The Innovation Symposium's grant will cover travel expenses for eight to 10 students to spend three weeks in England and Scotland in May and June 2015. This is no tourist trip — they visit museums and ecological sites, learning about philanthropy, the environment, and technology, and each one develops a program to solve a local problem.
"Because of this tremendous gift, the 2015 Innovation Symposium members should be able to pay less than any previous group has," said Karla Stouse, program leader. "This will allow all students who are nominated to seriously consider applying, because they won't be as concerned about the money."
Cost for the 2014 trip was $3,500 per student, a sum out of reach for many students, according to Leann Cook, one of the participants. Even many of those selected to go struggled to pay for the experience, she said.
"Knowing there is money to help pay your expenses means you can say yes earlier, rather than trying to figure out how you're going to pay for it," she said. "That means reservations can be made earlier, when prices are lower, which brings down the total cost of the trip."
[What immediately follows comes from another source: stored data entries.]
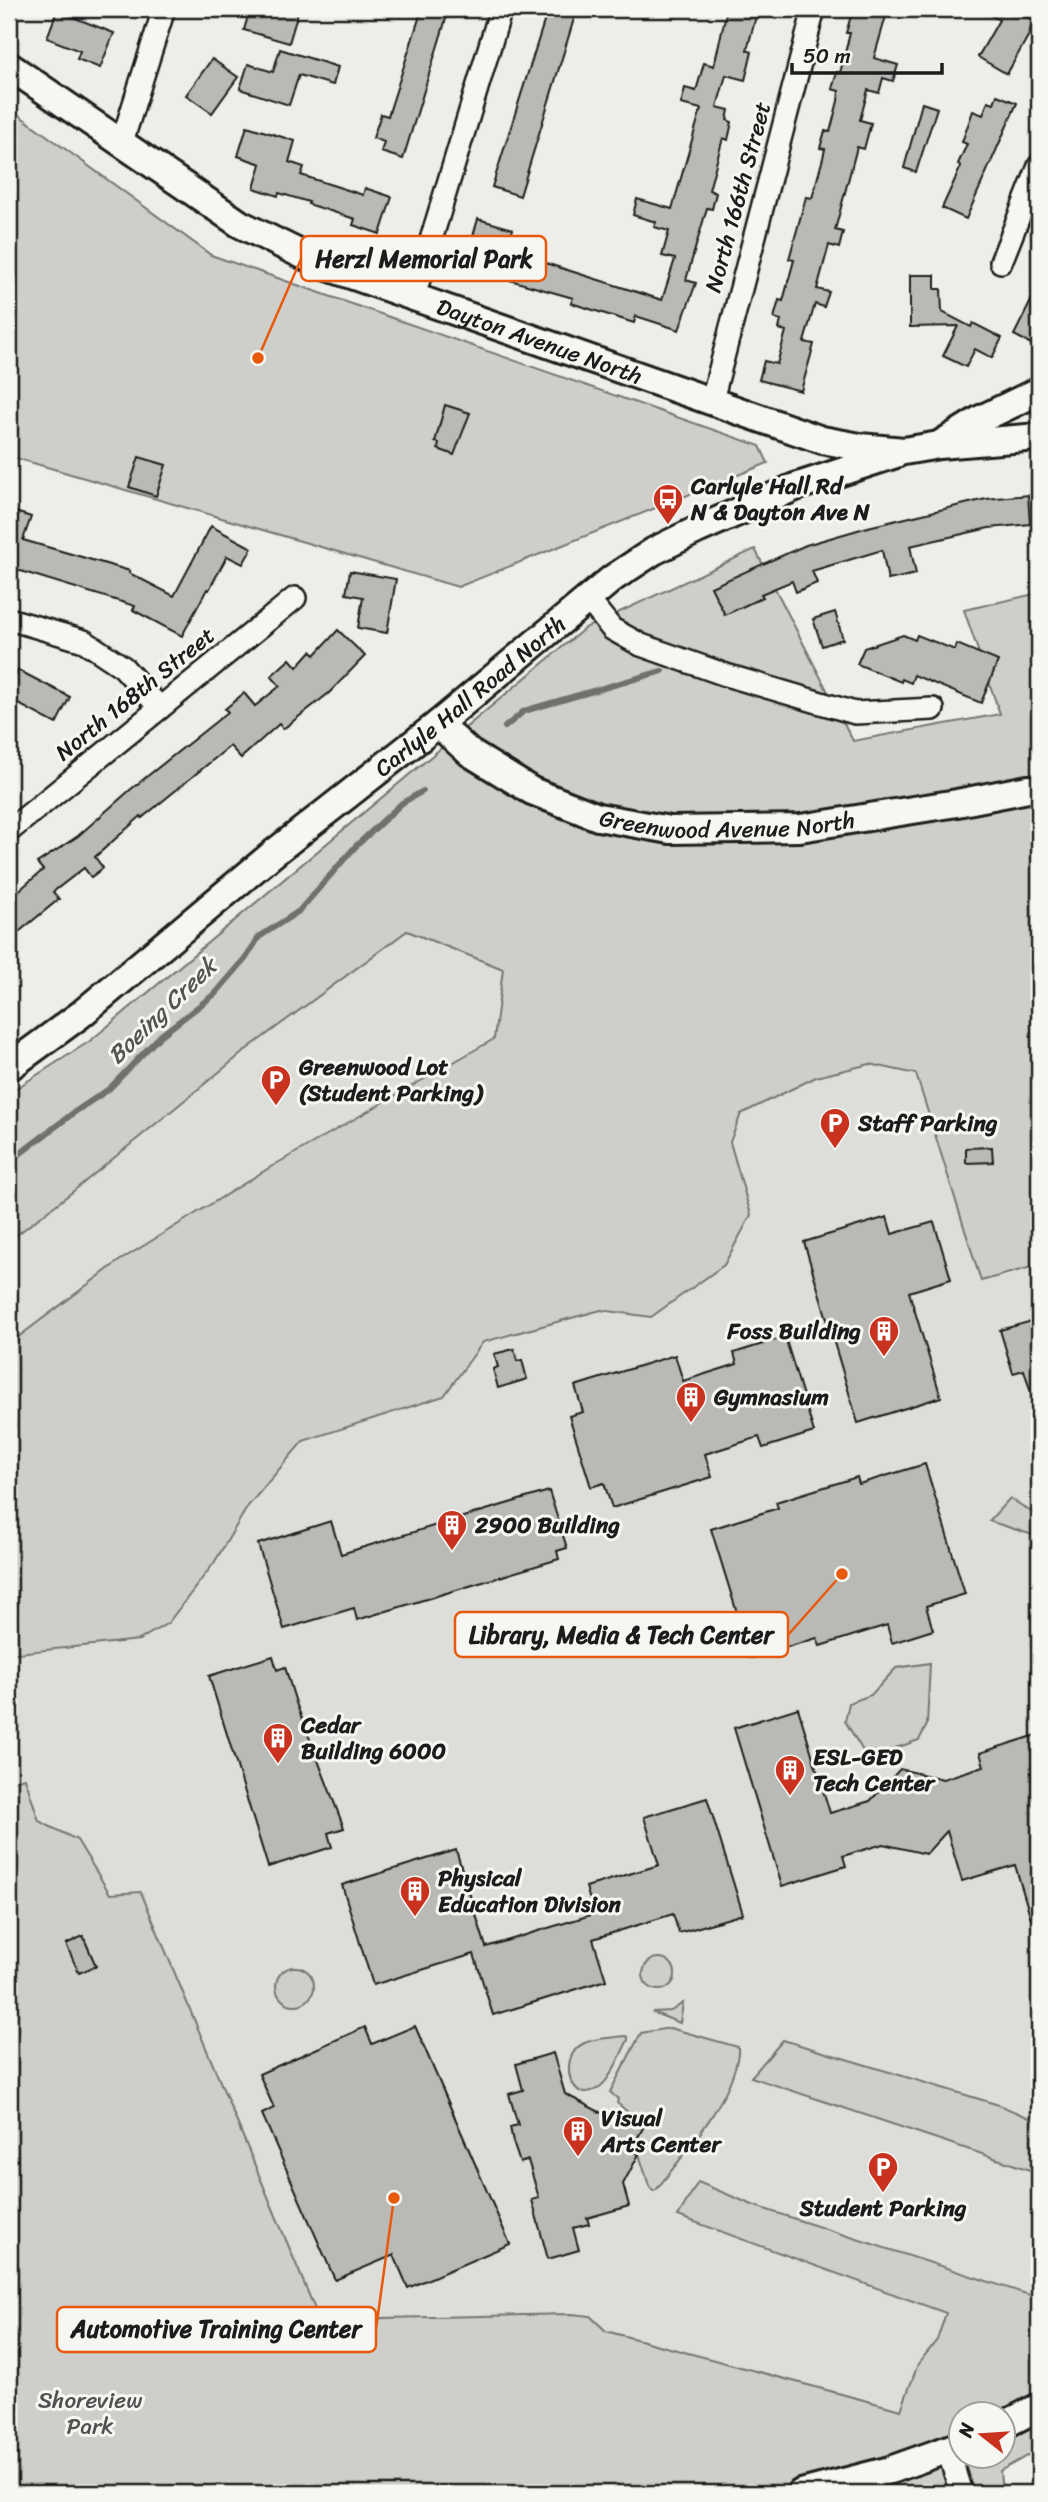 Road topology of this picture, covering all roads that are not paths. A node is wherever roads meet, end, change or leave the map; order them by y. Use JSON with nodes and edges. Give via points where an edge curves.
{"nodes":[{"id":1,"x":164,"y":9,"type":"edge"},
{"id":2,"x":501,"y":9,"type":"edge"},
{"id":3,"x":814,"y":9,"type":"edge"},
{"id":4,"x":9,"y":66,"type":"edge"},
{"id":5,"x":121,"y":145,"type":"junction"},
{"id":6,"x":1039,"y":166,"type":"edge"},
{"id":7,"x":1001,"y":262,"type":"dead end"},
{"id":8,"x":414,"y":296,"type":"junction"},
{"id":9,"x":1038,"y":392,"type":"edge"},
{"id":10,"x":712,"y":400,"type":"junction"},
{"id":11,"x":1039,"y":422,"type":"edge"},
{"id":12,"x":813,"y":436,"type":"junction"},
{"id":13,"x":1039,"y":437,"type":"edge"},
{"id":14,"x":939,"y":445,"type":"junction"},
{"id":15,"x":904,"y":451,"type":"junction"},
{"id":16,"x":810,"y":482,"type":"junction"},
{"id":17,"x":295,"y":598,"type":"dead end"},
{"id":18,"x":588,"y":599,"type":"junction"},
{"id":19,"x":9,"y":619,"type":"edge"},
{"id":20,"x":160,"y":708,"type":"junction"},
{"id":21,"x":933,"y":709,"type":"dead end"},
{"id":22,"x":438,"y":724,"type":"junction"},
{"id":23,"x":1039,"y":789,"type":"edge"},
{"id":24,"x":9,"y":831,"type":"edge"},
{"id":25,"x":9,"y":1067,"type":"edge"},
{"id":26,"x":1039,"y":2407,"type":"edge"},
{"id":27,"x":1016,"y":2419,"type":"edge"},
{"id":28,"x":946,"y":2451,"type":"edge"},
{"id":29,"x":958,"y":2470,"type":"edge"},
{"id":30,"x":801,"y":2493,"type":"edge"},
{"id":31,"x":961,"y":2493,"type":"edge"}],
"edges":[{"from":1,"to":5,"type":"street"},
{"from":2,"to":8,"type":"street"},
{"from":3,"to":10,"type":"street","name":"North 166th Street"},
{"from":4,"to":5,"type":"street","name":"Dayton Avenue North"},
{"from":5,"to":8,"type":"street","name":"Dayton Avenue North","via":[[240,224],[325,266]]},
{"from":6,"to":7,"type":"street"},
{"from":8,"to":10,"type":"street","name":"Dayton Avenue North"},
{"from":9,"to":11,"type":"street","via":[[1033,405]]},
{"from":9,"to":14,"type":"street"},
{"from":10,"to":12,"type":"street","name":"Dayton Avenue North"},
{"from":12,"to":15,"type":"street","name":"Dayton Avenue North"},
{"from":12,"to":16,"type":"street","via":[[820,459]]},
{"from":13,"to":14,"type":"street","name":"Dayton Avenue North"},
{"from":14,"to":15,"type":"street","name":"Dayton Avenue North"},
{"from":15,"to":16,"type":"street","name":"Carlyle Hall Road North"},
{"from":16,"to":18,"type":"street","name":"Carlyle Hall Road North","via":[[654,551]]},
{"from":17,"to":20,"type":"street","name":"North 168th Street"},
{"from":18,"to":21,"type":"street","via":[[612,629],[641,645],[726,676],[855,713]]},
{"from":18,"to":22,"type":"street","name":"Carlyle Hall Road North"},
{"from":19,"to":20,"type":"street","via":[[84,641],[123,667]]},
{"from":20,"to":24,"type":"street","name":"North 168th Street"},
{"from":22,"to":23,"type":"street","name":"Greenwood Avenue North","via":[[470,753],[531,791],[598,817],[670,830],[800,828]]},
{"from":22,"to":25,"type":"street","name":"Carlyle Hall Road North","via":[[80,1015]]},
{"from":26,"to":27,"type":"street"},
{"from":28,"to":30,"type":"street"},
{"from":29,"to":31,"type":"street"}]}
Stouse said travel costs for the program have increased substantially since 2008. Hotel rooms that cost $100 per night when the program began now cost $160 or more per night, and the cost of airfare has nearly doubled.
She was grateful to past Innovation Symposium participants for their help in securing the grant. She was traveling with the 2014 group when presentations were made to the WPC, and previous participants Ann Andrezejewski, Laura Brown, Justin Clark, and Kristianna Upchurch made a grant presentation to the WPC council on her behalf.
"The program's success is due to their excellent work to develop and implement their projects, plus their ongoing commitment to the Innovation Symposium," she said. "About 80 percent of previous participants remain actively involved in some capacity, which gains us a lot of positive attention. I am grateful they continue to offer their time and talents to support the program."
IU Kokomo's grant was one of nine approved by the WPC, for a total of $108,000 in funding. There were 37 grant applications, from eight IU campuses. The nine selected programs received funding ranging from $7,000 to $17,000. The council has awarded more than $325,000 in grant funding since it began in 2012.
Kay Booth, WPC chairwoman and a founding member of the council, said its mission is to strengthen IU and the communities in which members live.
"We are thrilled to support these unique initiatives that address critical needs in health, diversity, and scholarship in local, national, and international arenas," she said. "Many lives will be touched and we firmly believe that the world will be a better place as a direct result of these projects."
Indiana University Kokomo serves north central Indiana.